What the task asks: From the entries that follow, copy every line with the word "Oranjestraat".

Data in this exercise:
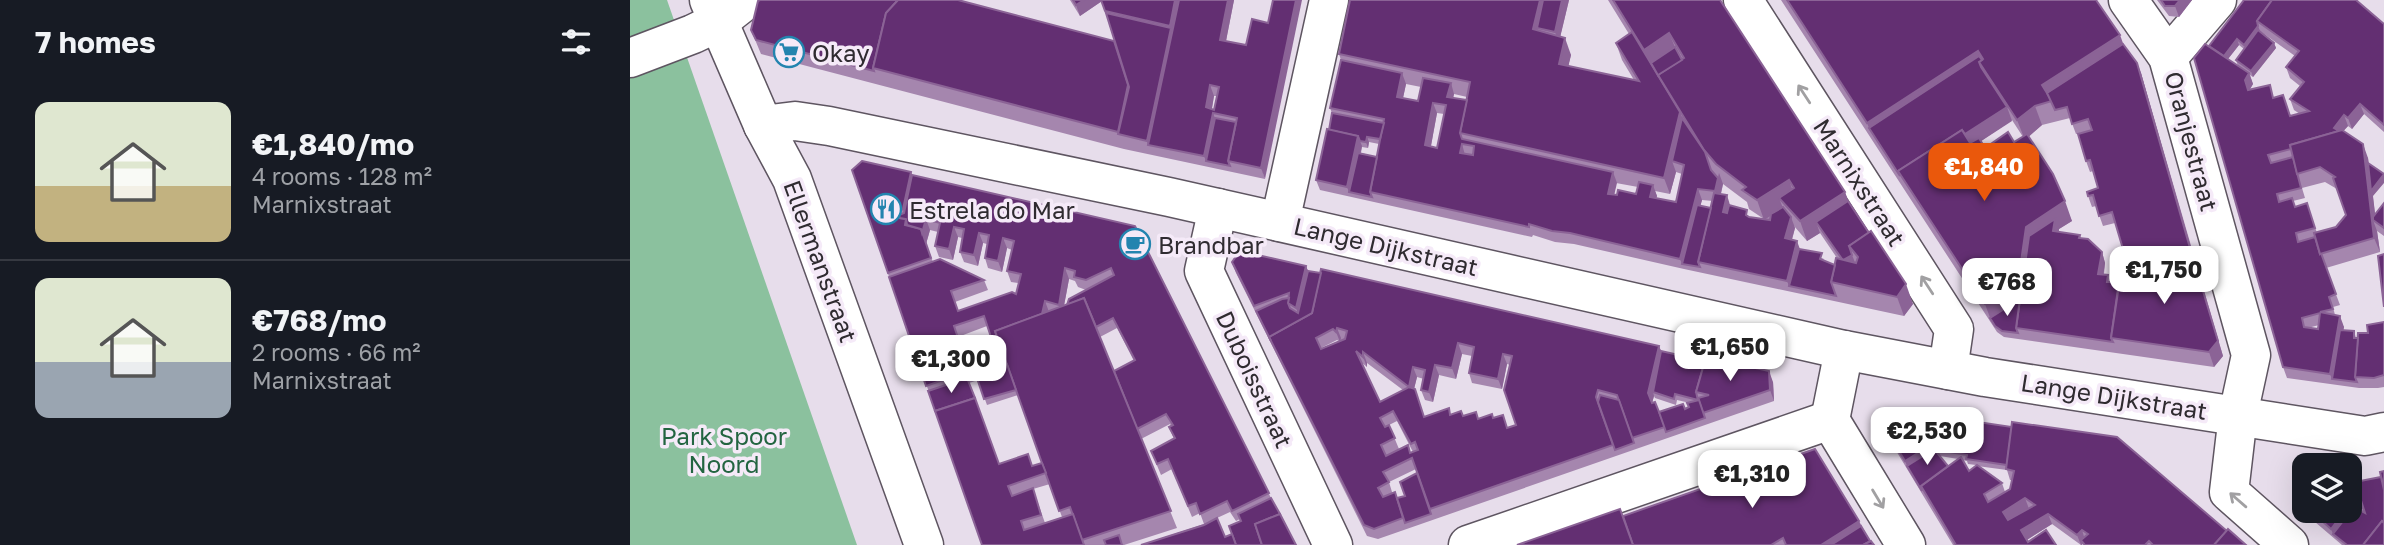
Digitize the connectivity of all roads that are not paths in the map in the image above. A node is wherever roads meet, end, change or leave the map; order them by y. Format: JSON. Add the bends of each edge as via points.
{"nodes":[{"id":1,"x":1329,"y":0,"type":"edge"},
{"id":2,"x":1743,"y":0,"type":"edge"},
{"id":3,"x":2128,"y":0,"type":"edge"},
{"id":4,"x":2217,"y":0,"type":"edge"},
{"id":5,"x":724,"y":7,"type":"edge"},
{"id":6,"x":630,"y":32,"type":"edge"},
{"id":7,"x":671,"y":43,"type":"junction"},
{"id":8,"x":2168,"y":57,"type":"junction"},
{"id":9,"x":630,"y":58,"type":"edge"},
{"id":10,"x":763,"y":125,"type":"junction"},
{"id":11,"x":1218,"y":208,"type":"junction"},
{"id":12,"x":1280,"y":222,"type":"junction"},
{"id":13,"x":1844,"y":350,"type":"junction"},
{"id":14,"x":1948,"y":370,"type":"junction"},
{"id":15,"x":2238,"y":415,"type":"junction"},
{"id":16,"x":1830,"y":420,"type":"junction"},
{"id":17,"x":2384,"y":432,"type":"edge"},
{"id":18,"x":924,"y":545,"type":"edge"},
{"id":19,"x":1333,"y":545,"type":"edge"},
{"id":20,"x":1468,"y":545,"type":"edge"},
{"id":21,"x":1906,"y":545,"type":"edge"},
{"id":22,"x":2289,"y":545,"type":"edge"}],
"edges":[{"from":1,"to":12,"type":"street"},
{"from":14,"to":2,"type":"street","name":"Marnixstraat","one_way":true,"via":[[1954,329]]},
{"from":3,"to":8,"type":"street","name":"Oranjestraat"},
{"from":4,"to":8,"type":"street"},
{"from":5,"to":7,"type":"street"},
{"from":5,"to":10,"type":"street","name":"Ellermanstraat"},
{"from":6,"to":7,"type":"street"},
{"from":7,"to":9,"type":"street"},
{"from":8,"to":15,"type":"street","name":"Oranjestraat","via":[[2251,355]]},
{"from":10,"to":11,"type":"street","name":"Lange Dijkstraat","via":[[795,121],[829,126]]},
{"from":10,"to":18,"type":"street","name":"Ellermanstraat","via":[[792,179]]},
{"from":11,"to":12,"type":"street","name":"Lange Dijkstraat"},
{"from":11,"to":19,"type":"street","name":"Duboisstraat","via":[[1204,271]]},
{"from":12,"to":13,"type":"street","name":"Lange Dijkstraat"},
{"from":13,"to":14,"type":"street","name":"Lange Dijkstraat"},
{"from":13,"to":16,"type":"street"},
{"from":14,"to":15,"type":"street","name":"Lange Dijkstraat"},
{"from":15,"to":17,"type":"street","name":"Lange Dijkstraat","via":[[2365,436]]},
{"from":22,"to":15,"type":"street","name":"Oranjestraat","one_way":true,"via":[[2229,492]]},
{"from":16,"to":20,"type":"street"},
{"from":16,"to":21,"type":"street","one_way":true}]}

Output for this exercise:
{"from":3,"to":8,"type":"street","name":"Oranjestraat"},
{"from":8,"to":15,"type":"street","name":"Oranjestraat","via":[[2251,355]]},
{"from":22,"to":15,"type":"street","name":"Oranjestraat","one_way":true,"via":[[2229,492]]},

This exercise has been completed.